My old prof David Buller is getting some play in the Wall Street Journal [sub. req.] and Kausfiles for his new book Adapting Minds: Evolutionary Psychology and the Persistent Quest for Human Nature. Kaus is right that Sharon Begley's WSJ “review” is fairly overblown, although Buller's book is a more of a threat to Kaus's Robert Wrightist brand of ev psych than Kaus is willing to let on.
Begley makes it sound like Buller has blown up evolutionary psychology. He hasn't. The whole point of the book is to promote a better evolutionary psychology, of which Buller is an unabashed enthusiast. Buller argues against what he calls Evolutionary Psychology (note the caps), which is a bundle of positions staked out by Cosmides, Tooby, Pinker, Symons, et al., including the hypotheses of massive modularity, the “psychic unity of mankind,” etc., together with a handful of well-known empirical predictions, e.g., men prefer young nubile women for sex partners, step-dads beat their kids more, etc.

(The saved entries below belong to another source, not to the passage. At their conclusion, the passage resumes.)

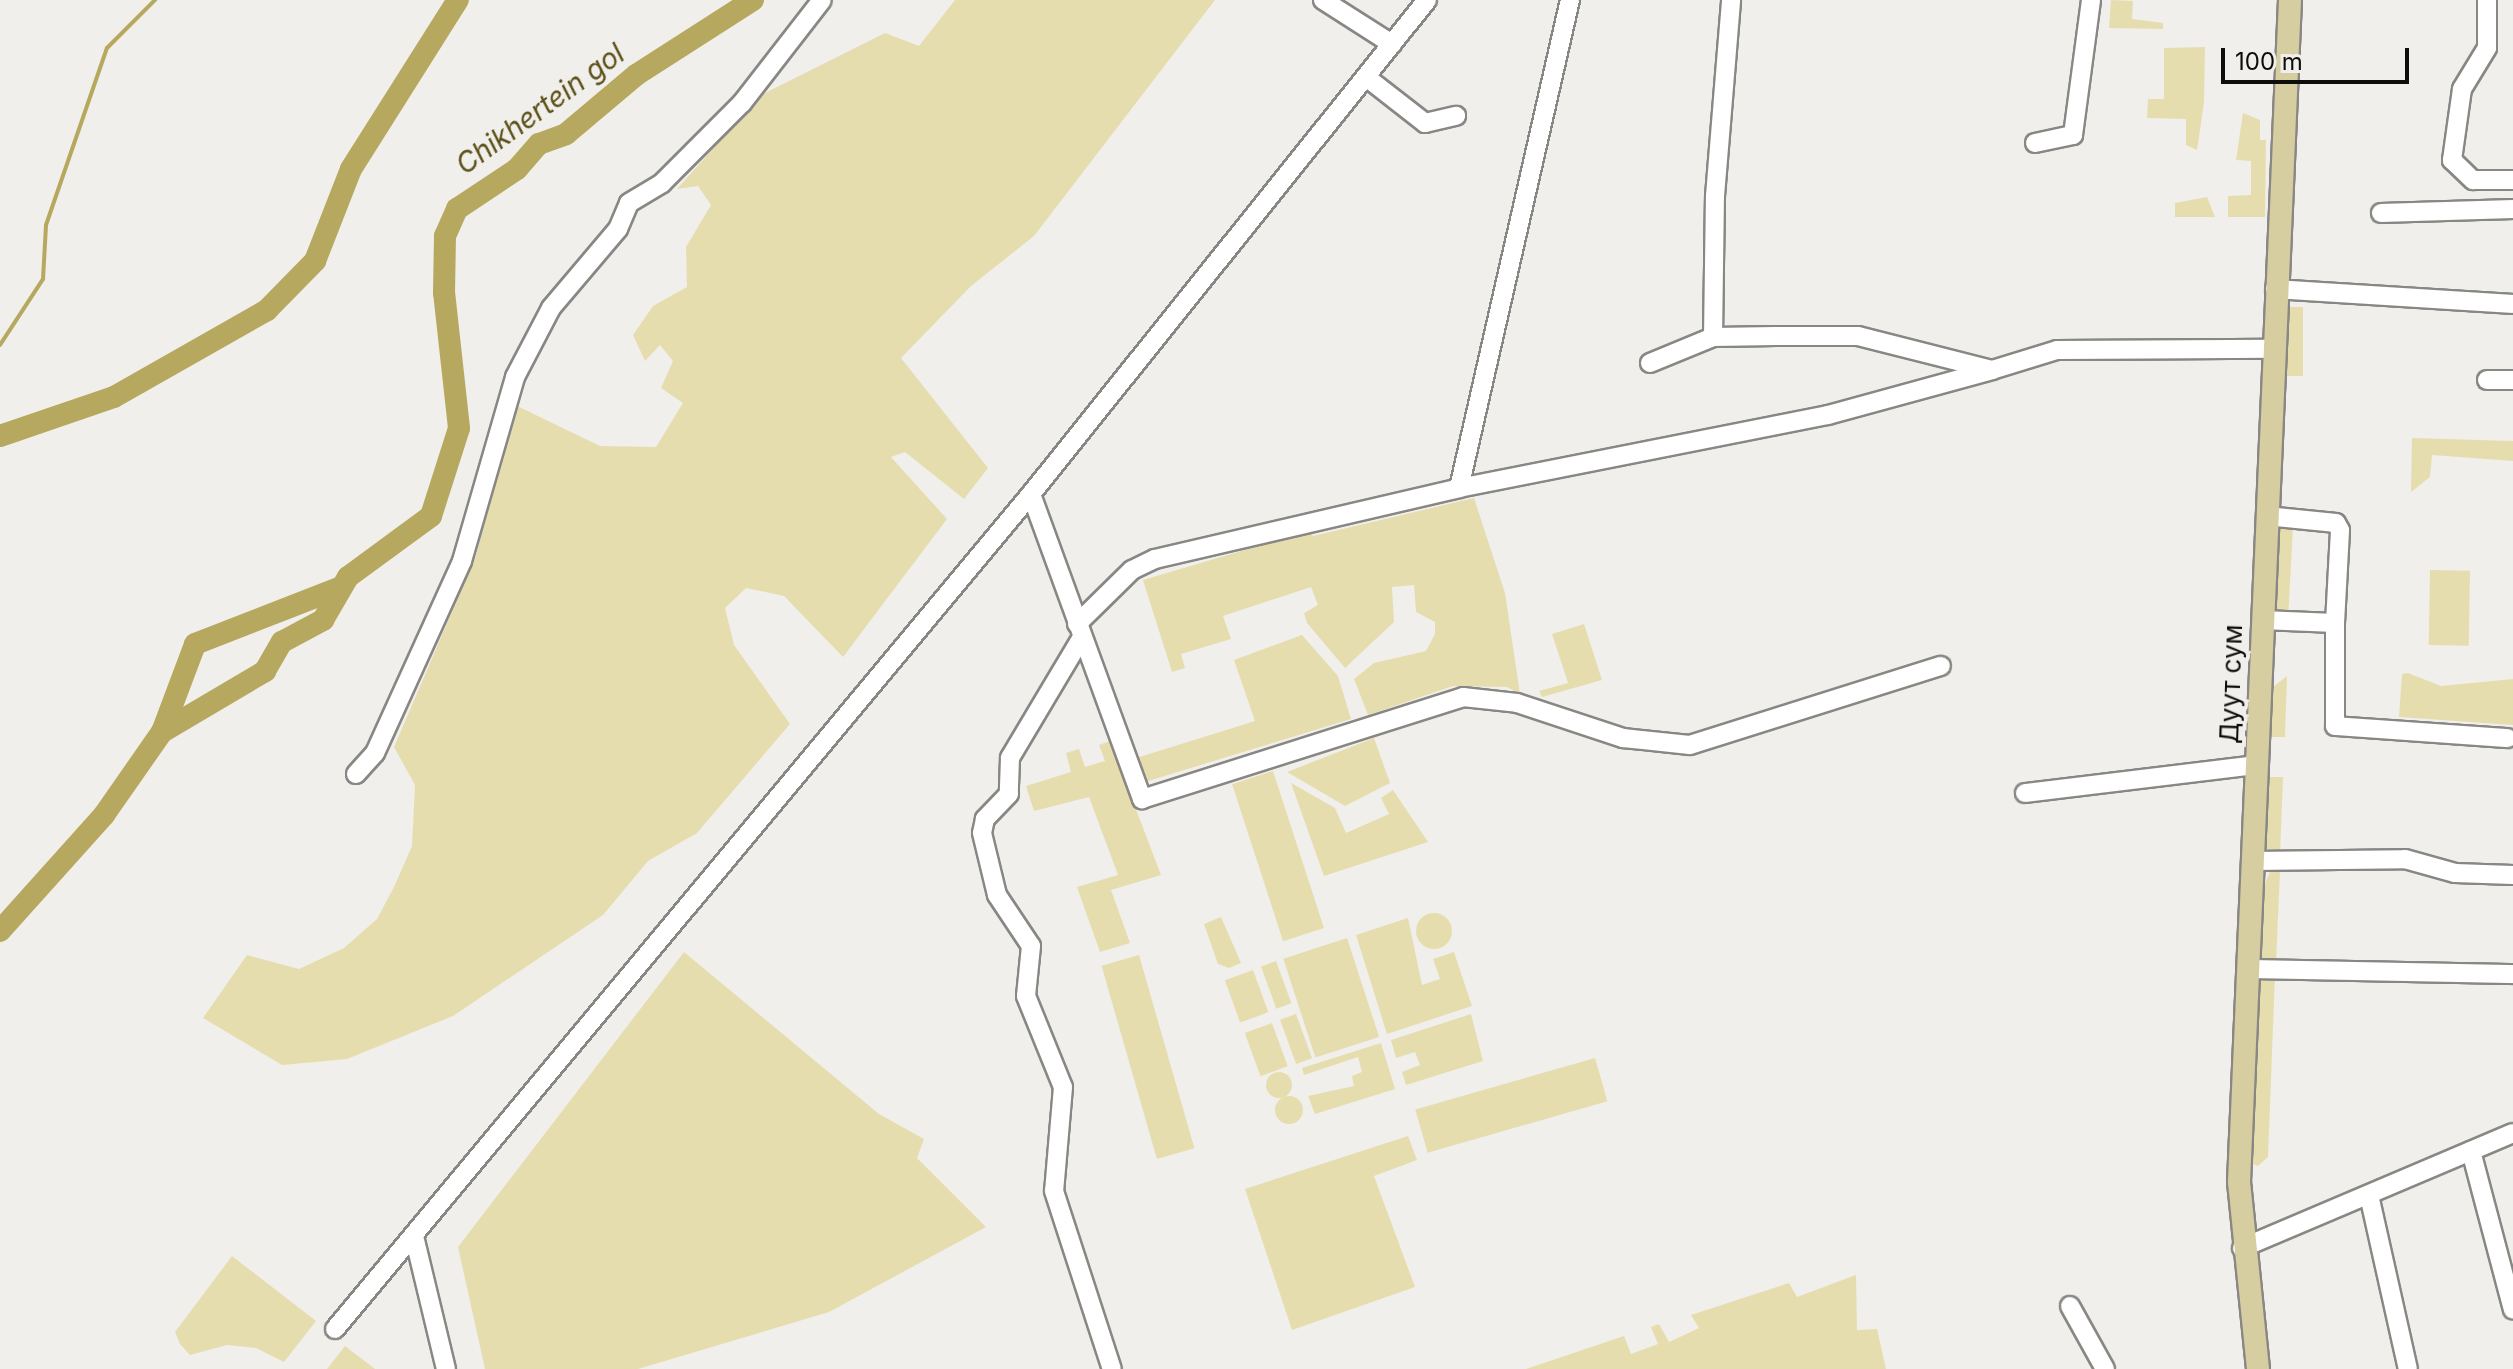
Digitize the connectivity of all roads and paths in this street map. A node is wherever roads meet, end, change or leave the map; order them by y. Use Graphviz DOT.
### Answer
graph roads {
  1 [pos="822,0"];
  2 [pos="1323,0"];
  3 [pos="1427,0"];
  4 [pos="1570,0"];
  5 [pos="1731,0"];
  6 [pos="2091,0"];
  7 [pos="2290,0"];
  8 [pos="2487,0"];
  9 [pos="1392,44"];
  10 [pos="1366,77"];
  11 [pos="1456,116"];
  12 [pos="2035,143"];
  13 [pos="2513,180"];
  14 [pos="2513,209"];
  15 [pos="2381,213"];
  16 [pos="2275,289"];
  17 [pos="2513,304"];
  18 [pos="1713,337"];
  19 [pos="2272,349"];
  20 [pos="1650,363"];
  21 [pos="1992,370"];
  22 [pos="2487,380"];
  23 [pos="2513,380"];
  24 [pos="1459,488"];
  25 [pos="1031,494"];
  26 [pos="2266,516"];
  27 [pos="2262,620"];
  28 [pos="2335,623"];
  29 [pos="1080,630"];
  30 [pos="1941,666"];
  31 [pos="2508,738"];
  32 [pos="2256,765"];
  33 [pos="356,774"];
  34 [pos="2025,793"];
  35 [pos="2252,861"];
  36 [pos="2513,875"];
  37 [pos="2247,969"];
  38 [pos="2513,974"];
  39 [pos="2513,1133"];
  40 [pos="2471,1151"];
  41 [pos="2369,1195"];
  42 [pos="414,1236"];
  43 [pos="2242,1248"];
  44 [pos="2070,1306"];
  45 [pos="2513,1310"];
  46 [pos="335,1329"];
  47 [pos="446,1369"];
  48 [pos="1112,1369"];
  49 [pos="2105,1369"];
  50 [pos="2258,1369"];
  51 [pos="2408,1369"];
  1 -- 33 [label="street"];
  2 -- 9 [label="street"];
  3 -- 9 [label="street"];
  4 -- 24 [label="street"];
  5 -- 18 [label="street"];
  6 -- 12 [label="street"];
  7 -- 16 [label="main road, Дуут сум"];
  8 -- 13 [label="street"];
  9 -- 10 [label="street"];
  10 -- 11 [label="street"];
  10 -- 25 [label="street"];
  14 -- 15 [label="street"];
  16 -- 17 [label="street"];
  16 -- 19 [label="main road, Дуут сум"];
  18 -- 20 [label="street"];
  18 -- 21 [label="street"];
  19 -- 21 [label="street"];
  19 -- 26 [label="main road, Дуут сум"];
  21 -- 24 [label="street"];
  22 -- 23 [label="street"];
  24 -- 29 [label="street"];
  25 -- 29 [label="street"];
  25 -- 42 [label="street"];
  26 -- 27 [label="main road, Дуут сум"];
  26 -- 28 [label="street"];
  27 -- 28 [label="street"];
  27 -- 32 [label="main road, Дуут сум"];
  28 -- 31 [label="street"];
  29 -- 30 [label="street"];
  29 -- 48 [label="street"];
  32 -- 34 [label="street"];
  32 -- 35 [label="main road, Дуут сум"];
  35 -- 36 [label="street"];
  35 -- 37 [label="main road, Дуут сум"];
  37 -- 38 [label="street"];
  37 -- 43 [label="main road, Дуут сум"];
  39 -- 40 [label="street"];
  40 -- 41 [label="street"];
  40 -- 45 [label="street"];
  41 -- 43 [label="street"];
  41 -- 51 [label="street"];
  42 -- 46 [label="street"];
  42 -- 47 [label="street"];
  43 -- 50 [label="main road, Дуут сум"];
  44 -- 49 [label="street"];
}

Buller's attack on all these fronts is extremely impressive, and has me reconsidering my own position on a number of issues. The wonderful thing about Adapting Minds is that Buller has no Gould/Lewontin style political motive for debunking Pinker/Cosmides-style EP. Buller has produced an exemplary piece of applied philosophy of science (and plain ol' science) that aims to get at the truth. I haven't finished quite yet, but I already have the feeling that this is a book that is going to hit lots of ev psych people where it hurts, simply because it takes everything they say dead serious, runs it through the methodological and evidential wringer, and finds it wanting. My guess is that some of the ev psych “results” that Buller has debunked will be reconfirmed by better, future studies. And others will stay dead. But there will be ferment, and we will end up with a better naturalistic picture of human minds. Which is what makes it a great book, and makes me proud to have been Buller's student.